Bill Mallory – Fullback – Yale 1921-1923
If there was such a person as the true All-America, it must have been Bill Mallory, Yale's excellent fullback of the early 1920's, Mallory was an inspirational leader who was willing to make the sacrifices to become a scholar and athlete. When he left Yale in 1923, Mallory was voted the outstanding man in his graduating class. As a sophomore, Mallory led the Bulldogs to an 8-1-0 record, marred only by a loss to archrival Harvard. However, there would be no blemishes on the Yale eight-game campaign two years later. After a 6-3-1 record in 1922, the Yalies found perfection in 1923, outscoring the competition, 230-38. Mallory, a native of Memphis, was the backfield thrust in that spectacular campaign, running, blocking, and catching passes with an ease and fluid motion rarely seen in a fullback. Years later, Mallory became a U.S. Army Air Force intelligence officer and rose to the rank of Major during World War II, gaining wide-spread acclaim for his "Operation Mallory", a tactical plan which cut 22 of 24 bridges spanning the Lo River in Lombardy, thus helping to cut German supply lines into Italy. Mallory was taking off from Italy in 1945, on his way home for discharge, when his plane crashed, and he was killed.
Joe Routt – Guard - Texas A&M – 1935-1937
They were not the most successful years for Texas A&M football teams, yet lineman Joe Routt turned the mid-1930s into seasons of personal glory and achievement that established him as one of the Aggies' all-time great players. Routt was big, powerful, and aggressive. Opposing coaches often assigned three linemen to contain him, and still he cracked through the line to make the tackle. Famed sportswriter Grantland Rice had this to say of Routt: "He was a glutton for hard, all-afternoon play and was at his best when the going was toughest. Routt used a system of stacking up a whole side of the opposing line, thereby breaking up a play and allowing a teammate to make a tackle." Routt appeared in the annual East-West Shrine Game in San Francisco and was named the game's Outstanding Lineman. Routt went to war in 1940 as an U.S. Army Infantry Captain and was killed in action, leading his troops in the Battle of the Bulge, December 10, 1944, in Belgium. He was elected to the Texas Sports Hall of Fame in 1952 and the College Football Hall of Fame in 1962. His citation read: "In war as in football, Joe Routt was a true leader of men, ever prepared to make the ultimate sacrifice."

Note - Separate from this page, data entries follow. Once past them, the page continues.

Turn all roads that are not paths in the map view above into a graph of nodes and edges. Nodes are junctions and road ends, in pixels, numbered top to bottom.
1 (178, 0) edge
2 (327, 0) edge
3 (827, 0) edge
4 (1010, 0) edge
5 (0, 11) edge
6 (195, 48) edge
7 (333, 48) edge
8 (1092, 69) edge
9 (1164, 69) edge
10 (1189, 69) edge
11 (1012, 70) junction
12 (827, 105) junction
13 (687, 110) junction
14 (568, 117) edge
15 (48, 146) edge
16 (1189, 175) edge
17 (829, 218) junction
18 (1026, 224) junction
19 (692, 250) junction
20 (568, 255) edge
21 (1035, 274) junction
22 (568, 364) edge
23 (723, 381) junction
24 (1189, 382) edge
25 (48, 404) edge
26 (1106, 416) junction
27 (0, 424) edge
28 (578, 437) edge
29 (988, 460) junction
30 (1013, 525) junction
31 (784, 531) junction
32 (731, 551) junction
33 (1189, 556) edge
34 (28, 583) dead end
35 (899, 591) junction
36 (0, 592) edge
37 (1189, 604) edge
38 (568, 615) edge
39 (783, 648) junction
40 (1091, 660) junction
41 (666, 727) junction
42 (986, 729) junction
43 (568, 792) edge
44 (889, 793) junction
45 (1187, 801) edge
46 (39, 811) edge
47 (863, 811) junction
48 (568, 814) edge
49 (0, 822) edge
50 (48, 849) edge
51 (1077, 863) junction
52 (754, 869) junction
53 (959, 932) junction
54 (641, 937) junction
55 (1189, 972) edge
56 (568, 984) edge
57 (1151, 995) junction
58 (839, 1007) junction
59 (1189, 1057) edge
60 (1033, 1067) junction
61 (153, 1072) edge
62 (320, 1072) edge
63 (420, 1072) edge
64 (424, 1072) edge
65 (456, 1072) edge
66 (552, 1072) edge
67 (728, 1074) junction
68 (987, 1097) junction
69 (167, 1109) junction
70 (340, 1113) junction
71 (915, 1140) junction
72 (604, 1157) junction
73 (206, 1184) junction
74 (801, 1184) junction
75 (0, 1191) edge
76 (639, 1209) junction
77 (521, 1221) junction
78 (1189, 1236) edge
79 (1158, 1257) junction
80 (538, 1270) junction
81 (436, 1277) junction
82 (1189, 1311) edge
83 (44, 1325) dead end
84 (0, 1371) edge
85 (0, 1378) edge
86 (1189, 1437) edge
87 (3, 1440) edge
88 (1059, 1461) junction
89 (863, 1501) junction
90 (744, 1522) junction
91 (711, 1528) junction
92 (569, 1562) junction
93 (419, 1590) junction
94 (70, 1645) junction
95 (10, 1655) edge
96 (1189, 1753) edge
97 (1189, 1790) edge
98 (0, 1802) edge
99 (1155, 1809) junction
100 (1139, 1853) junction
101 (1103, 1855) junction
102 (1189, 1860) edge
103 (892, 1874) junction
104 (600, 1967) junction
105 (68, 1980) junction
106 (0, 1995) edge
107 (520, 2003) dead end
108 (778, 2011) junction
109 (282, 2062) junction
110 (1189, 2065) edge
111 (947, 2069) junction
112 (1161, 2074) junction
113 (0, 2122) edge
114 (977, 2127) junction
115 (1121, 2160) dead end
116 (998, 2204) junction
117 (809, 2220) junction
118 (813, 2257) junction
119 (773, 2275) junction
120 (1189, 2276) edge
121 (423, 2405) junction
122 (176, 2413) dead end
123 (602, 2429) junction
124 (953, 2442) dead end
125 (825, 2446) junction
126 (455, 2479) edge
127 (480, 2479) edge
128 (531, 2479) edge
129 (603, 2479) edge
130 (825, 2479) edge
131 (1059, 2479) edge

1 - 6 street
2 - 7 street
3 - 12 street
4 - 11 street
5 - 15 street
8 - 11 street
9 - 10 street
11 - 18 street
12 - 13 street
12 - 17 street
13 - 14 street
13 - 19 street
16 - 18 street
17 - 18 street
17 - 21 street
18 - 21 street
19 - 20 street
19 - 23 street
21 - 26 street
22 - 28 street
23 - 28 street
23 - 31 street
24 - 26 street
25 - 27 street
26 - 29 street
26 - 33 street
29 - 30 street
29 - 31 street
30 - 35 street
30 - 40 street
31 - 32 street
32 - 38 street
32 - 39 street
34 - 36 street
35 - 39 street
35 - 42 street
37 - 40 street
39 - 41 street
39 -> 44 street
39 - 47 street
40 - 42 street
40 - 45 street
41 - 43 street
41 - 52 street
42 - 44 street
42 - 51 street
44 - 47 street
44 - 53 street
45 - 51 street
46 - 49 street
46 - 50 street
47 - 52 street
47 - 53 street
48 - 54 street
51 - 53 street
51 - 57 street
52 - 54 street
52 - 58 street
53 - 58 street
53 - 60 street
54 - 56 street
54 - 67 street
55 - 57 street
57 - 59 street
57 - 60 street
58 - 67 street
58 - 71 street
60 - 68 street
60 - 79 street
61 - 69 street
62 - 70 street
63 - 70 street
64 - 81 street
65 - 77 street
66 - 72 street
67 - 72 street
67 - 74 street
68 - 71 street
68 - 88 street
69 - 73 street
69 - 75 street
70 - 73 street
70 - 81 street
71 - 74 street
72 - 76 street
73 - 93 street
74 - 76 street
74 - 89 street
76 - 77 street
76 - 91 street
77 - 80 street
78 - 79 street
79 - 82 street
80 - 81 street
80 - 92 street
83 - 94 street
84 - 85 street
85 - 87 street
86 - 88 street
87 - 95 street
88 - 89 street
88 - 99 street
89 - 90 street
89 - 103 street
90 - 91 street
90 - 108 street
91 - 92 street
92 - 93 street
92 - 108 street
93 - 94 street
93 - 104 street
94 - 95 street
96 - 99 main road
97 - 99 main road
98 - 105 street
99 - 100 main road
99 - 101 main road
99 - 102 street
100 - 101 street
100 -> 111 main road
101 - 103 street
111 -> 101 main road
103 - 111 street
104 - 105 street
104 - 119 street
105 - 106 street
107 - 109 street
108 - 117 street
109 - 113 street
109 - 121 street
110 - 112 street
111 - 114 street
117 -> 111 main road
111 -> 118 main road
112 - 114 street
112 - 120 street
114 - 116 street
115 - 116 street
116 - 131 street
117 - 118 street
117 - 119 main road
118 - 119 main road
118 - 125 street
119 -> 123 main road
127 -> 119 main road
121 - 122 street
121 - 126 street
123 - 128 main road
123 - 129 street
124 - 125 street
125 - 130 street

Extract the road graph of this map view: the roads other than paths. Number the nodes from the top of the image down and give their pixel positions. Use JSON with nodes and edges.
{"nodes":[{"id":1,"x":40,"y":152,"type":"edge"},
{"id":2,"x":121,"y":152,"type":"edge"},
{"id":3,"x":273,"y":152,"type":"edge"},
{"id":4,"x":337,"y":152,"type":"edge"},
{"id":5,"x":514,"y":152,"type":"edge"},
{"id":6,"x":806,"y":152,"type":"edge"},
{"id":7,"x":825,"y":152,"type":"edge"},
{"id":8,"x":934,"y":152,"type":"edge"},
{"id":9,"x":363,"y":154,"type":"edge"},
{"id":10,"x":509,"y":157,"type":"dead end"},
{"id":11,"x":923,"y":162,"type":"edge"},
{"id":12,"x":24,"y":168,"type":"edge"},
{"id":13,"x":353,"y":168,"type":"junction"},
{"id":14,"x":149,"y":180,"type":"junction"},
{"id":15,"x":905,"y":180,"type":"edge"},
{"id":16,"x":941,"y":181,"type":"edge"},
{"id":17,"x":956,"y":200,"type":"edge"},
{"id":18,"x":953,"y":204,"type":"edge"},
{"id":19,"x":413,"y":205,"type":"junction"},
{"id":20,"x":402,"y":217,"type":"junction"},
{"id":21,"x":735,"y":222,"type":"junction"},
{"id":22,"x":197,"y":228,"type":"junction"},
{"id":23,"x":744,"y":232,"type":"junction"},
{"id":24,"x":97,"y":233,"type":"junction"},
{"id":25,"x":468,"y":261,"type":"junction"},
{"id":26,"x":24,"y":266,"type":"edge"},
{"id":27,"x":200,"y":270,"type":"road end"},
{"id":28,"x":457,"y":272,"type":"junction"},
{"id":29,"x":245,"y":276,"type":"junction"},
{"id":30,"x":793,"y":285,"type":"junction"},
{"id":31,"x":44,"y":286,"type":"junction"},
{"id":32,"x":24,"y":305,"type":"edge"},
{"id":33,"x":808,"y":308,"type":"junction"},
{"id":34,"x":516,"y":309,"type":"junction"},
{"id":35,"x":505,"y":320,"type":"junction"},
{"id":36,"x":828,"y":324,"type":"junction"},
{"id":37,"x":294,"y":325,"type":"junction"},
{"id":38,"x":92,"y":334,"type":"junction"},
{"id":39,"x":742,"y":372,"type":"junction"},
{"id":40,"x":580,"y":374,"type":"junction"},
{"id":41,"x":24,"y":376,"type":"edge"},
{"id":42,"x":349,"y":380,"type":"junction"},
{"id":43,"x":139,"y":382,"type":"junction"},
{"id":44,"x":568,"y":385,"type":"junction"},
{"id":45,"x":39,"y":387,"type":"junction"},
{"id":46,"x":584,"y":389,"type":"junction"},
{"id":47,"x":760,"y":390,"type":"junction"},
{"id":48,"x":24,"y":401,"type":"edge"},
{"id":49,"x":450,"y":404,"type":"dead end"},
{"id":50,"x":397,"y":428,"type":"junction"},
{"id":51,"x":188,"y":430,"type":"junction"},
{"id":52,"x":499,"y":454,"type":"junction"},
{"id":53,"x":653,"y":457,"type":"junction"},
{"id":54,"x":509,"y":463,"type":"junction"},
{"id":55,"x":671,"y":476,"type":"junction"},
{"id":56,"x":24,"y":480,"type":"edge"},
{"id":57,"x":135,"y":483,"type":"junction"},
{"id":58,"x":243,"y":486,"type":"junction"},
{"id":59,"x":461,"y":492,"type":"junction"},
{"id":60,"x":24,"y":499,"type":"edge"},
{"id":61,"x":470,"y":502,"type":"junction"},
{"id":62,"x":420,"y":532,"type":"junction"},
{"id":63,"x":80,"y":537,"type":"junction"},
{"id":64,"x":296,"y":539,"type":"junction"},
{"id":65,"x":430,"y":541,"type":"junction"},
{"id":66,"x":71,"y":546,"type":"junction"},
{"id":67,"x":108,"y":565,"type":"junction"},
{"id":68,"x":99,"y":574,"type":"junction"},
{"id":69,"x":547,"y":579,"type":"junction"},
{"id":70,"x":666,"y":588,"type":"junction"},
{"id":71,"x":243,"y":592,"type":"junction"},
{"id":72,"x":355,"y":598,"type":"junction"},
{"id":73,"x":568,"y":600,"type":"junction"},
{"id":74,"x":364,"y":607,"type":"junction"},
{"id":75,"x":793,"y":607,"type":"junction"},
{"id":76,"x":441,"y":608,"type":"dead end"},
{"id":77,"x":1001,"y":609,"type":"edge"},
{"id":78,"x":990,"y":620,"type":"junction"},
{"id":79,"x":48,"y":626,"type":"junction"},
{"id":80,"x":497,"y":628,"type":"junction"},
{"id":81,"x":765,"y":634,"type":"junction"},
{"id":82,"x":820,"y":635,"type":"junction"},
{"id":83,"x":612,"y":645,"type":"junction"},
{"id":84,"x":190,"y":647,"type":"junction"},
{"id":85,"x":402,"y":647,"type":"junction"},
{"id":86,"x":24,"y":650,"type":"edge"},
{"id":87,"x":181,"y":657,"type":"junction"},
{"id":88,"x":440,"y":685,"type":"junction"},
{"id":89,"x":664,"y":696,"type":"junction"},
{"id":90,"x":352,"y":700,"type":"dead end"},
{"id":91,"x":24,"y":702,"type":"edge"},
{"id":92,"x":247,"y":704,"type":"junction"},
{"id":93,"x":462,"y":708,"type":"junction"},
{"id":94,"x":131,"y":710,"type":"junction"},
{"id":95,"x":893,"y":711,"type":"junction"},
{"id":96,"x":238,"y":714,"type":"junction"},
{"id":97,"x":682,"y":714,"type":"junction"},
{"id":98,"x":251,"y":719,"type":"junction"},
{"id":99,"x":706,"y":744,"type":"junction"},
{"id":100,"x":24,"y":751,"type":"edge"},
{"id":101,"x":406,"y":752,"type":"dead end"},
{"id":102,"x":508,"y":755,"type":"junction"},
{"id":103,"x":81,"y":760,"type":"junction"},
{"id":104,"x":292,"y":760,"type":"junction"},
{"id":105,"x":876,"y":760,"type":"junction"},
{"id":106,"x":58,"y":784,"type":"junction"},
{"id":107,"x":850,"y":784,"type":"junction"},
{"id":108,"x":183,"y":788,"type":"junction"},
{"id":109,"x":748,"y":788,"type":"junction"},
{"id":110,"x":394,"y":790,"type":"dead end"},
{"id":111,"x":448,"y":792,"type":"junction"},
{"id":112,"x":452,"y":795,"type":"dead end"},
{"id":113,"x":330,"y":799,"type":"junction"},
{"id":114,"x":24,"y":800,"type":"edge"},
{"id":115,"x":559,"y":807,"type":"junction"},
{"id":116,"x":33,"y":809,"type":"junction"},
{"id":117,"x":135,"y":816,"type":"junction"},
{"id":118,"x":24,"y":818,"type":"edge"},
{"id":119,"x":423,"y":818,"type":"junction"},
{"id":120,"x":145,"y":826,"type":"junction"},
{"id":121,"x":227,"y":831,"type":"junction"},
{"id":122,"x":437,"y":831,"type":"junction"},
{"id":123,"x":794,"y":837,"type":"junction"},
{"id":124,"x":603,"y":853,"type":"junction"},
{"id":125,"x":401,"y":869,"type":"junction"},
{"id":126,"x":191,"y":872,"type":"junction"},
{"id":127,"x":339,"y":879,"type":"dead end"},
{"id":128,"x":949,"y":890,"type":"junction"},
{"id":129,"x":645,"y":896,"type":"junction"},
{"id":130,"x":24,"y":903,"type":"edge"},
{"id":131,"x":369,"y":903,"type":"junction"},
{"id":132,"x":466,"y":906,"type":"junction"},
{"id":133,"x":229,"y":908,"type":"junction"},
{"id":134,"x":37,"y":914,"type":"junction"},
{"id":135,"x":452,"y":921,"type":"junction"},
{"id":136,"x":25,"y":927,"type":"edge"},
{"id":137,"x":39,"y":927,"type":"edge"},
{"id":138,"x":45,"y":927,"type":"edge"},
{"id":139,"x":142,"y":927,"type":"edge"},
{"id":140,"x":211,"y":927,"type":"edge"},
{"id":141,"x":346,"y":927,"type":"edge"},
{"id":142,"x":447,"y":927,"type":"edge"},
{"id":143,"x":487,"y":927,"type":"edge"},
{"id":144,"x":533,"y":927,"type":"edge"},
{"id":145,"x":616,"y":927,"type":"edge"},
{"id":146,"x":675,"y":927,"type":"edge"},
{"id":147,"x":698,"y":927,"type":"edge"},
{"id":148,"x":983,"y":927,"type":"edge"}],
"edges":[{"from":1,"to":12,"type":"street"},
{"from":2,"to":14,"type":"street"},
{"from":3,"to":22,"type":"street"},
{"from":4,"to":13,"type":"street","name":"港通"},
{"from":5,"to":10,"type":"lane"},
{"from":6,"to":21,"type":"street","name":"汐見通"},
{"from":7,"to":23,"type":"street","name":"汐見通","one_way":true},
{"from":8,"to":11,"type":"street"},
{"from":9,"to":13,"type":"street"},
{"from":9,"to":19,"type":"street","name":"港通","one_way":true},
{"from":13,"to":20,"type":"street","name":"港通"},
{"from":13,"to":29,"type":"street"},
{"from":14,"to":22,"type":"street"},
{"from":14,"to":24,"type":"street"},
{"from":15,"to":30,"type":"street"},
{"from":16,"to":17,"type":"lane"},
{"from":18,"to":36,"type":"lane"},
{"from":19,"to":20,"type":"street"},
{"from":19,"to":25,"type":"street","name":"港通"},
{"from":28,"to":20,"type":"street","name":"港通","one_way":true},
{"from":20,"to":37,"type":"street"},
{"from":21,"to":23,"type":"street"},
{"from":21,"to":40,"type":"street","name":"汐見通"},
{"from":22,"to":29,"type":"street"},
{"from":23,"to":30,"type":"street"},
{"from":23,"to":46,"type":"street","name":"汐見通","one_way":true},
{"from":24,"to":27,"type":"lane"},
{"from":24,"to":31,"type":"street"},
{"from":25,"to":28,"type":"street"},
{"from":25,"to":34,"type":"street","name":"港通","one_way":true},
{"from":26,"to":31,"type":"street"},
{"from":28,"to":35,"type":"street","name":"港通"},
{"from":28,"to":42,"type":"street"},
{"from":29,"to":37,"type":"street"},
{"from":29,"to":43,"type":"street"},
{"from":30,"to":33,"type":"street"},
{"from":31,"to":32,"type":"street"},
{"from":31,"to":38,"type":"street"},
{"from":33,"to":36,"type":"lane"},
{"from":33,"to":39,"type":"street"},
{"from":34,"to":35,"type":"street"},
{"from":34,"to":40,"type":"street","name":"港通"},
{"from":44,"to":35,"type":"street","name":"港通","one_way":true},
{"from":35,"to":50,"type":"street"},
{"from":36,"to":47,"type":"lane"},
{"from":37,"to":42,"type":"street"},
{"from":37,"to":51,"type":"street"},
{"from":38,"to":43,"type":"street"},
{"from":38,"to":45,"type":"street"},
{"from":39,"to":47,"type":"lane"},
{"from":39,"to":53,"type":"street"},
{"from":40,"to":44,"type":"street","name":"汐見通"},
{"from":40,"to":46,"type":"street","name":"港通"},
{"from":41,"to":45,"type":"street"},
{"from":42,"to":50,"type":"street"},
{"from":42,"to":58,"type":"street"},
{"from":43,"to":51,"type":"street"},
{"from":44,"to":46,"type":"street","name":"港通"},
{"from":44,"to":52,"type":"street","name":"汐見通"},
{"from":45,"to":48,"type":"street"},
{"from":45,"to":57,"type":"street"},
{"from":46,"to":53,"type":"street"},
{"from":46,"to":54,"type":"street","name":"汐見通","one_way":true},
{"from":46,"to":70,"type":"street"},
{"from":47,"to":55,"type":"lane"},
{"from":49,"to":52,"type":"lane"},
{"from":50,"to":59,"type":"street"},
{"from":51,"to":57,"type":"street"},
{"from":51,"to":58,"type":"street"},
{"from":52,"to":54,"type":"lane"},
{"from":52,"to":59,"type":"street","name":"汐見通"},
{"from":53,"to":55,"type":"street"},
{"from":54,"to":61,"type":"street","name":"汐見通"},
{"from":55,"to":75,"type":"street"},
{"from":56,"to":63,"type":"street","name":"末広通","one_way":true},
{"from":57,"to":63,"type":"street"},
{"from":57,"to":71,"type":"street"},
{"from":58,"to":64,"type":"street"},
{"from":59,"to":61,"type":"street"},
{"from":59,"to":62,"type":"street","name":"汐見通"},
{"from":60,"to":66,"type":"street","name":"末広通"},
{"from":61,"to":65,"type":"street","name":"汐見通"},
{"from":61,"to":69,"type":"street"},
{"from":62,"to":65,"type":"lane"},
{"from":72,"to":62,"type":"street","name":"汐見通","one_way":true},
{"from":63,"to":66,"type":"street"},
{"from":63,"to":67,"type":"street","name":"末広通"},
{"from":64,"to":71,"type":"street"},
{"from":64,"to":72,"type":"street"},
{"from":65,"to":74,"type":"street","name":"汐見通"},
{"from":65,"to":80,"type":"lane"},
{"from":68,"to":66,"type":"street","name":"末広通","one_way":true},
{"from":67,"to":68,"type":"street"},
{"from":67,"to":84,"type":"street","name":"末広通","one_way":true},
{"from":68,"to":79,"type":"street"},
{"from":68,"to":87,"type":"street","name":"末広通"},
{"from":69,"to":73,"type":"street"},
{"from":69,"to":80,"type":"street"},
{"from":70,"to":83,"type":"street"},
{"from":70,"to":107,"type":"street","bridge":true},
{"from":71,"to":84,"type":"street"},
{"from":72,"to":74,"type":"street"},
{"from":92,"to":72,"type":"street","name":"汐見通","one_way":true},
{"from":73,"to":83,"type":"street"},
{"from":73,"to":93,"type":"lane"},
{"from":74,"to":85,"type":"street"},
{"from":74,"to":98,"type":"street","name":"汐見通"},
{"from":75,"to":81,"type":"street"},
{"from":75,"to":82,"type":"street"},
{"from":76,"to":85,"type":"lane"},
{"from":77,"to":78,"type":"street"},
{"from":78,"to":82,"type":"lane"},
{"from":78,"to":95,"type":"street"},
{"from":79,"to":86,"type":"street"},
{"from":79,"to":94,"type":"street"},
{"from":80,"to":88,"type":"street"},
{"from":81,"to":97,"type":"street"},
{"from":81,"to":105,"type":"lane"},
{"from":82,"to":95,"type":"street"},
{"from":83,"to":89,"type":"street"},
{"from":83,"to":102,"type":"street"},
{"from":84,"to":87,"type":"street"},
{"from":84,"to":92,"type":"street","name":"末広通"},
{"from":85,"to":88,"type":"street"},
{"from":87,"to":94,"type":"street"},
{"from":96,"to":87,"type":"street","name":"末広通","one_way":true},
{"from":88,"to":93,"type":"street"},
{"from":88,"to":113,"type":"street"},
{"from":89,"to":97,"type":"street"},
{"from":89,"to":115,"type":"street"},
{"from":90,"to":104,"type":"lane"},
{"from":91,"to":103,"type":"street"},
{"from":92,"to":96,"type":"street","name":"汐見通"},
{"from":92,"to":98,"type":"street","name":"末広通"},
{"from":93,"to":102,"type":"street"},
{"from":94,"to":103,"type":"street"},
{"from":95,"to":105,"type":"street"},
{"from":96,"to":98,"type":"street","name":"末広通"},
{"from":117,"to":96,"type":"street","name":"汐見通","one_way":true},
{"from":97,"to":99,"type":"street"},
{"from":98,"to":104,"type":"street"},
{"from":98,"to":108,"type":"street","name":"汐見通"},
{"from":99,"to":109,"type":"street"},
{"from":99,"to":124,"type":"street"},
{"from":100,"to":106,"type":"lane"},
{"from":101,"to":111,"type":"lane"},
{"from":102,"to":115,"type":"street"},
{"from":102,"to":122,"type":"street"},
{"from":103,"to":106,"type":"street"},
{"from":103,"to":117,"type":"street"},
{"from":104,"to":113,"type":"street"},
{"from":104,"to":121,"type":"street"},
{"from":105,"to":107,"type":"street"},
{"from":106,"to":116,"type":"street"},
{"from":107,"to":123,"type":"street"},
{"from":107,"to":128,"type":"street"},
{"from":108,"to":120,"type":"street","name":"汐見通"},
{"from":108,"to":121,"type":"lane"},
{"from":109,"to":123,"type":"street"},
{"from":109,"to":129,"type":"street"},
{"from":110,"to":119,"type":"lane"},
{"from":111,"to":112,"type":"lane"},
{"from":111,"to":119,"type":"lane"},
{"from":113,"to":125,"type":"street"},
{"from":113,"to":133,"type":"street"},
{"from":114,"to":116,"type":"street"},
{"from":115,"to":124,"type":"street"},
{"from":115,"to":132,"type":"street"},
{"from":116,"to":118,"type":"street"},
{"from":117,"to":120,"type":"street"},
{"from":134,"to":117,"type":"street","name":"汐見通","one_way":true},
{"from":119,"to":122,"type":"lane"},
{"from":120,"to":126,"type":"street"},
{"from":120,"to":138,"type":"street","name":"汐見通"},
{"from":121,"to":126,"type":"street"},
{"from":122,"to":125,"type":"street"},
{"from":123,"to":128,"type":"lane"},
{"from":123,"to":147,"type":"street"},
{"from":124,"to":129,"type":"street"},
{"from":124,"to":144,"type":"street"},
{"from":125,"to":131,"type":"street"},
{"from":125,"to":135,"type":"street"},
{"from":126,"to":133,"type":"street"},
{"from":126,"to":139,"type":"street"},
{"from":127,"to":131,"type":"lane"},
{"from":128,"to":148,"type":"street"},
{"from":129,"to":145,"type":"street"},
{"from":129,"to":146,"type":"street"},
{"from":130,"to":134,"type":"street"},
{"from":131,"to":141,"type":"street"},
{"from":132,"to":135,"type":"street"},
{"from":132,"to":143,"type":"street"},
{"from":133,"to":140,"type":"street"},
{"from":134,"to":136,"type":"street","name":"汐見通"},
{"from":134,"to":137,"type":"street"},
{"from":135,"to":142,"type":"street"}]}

Dave Schreiner – End – Wisconsin – 1940-1942
Badger great Dave Schreiner became the finest end in Wisconsin's history. In 1941, when the Badgers struggled through an unimpressive 3-5-0 campaign, Schreiner stood well above his peers and drew first-team All-America laurels. He was even more impressive the next year when his receiving abilities lifted Wisconsin to one of its best records. The senior co-captain and unanimous All-America led the Badgers to an 8-1-1 record. Only a 6-0 loss to powerful Iowa and a 7-7 tie with Notre Dame marred the Wisconsin record. Badger coach Harry Stuhldreher, the quarterback in Notre Dame's famed Four Horsemen backfield of 1924, had high praise for Schreiner that year, pointing to Schreiner's Big Ten Most Valuable Player citation as a most deserved award. Schreiner never stopped drilling himself in the fine art of receiving. However, his dedication was not limited to his gridiron career. After leaving Wisconsin, he joined the service and requested combat duty during World War II. Schreiner was killed in action in Okinawa.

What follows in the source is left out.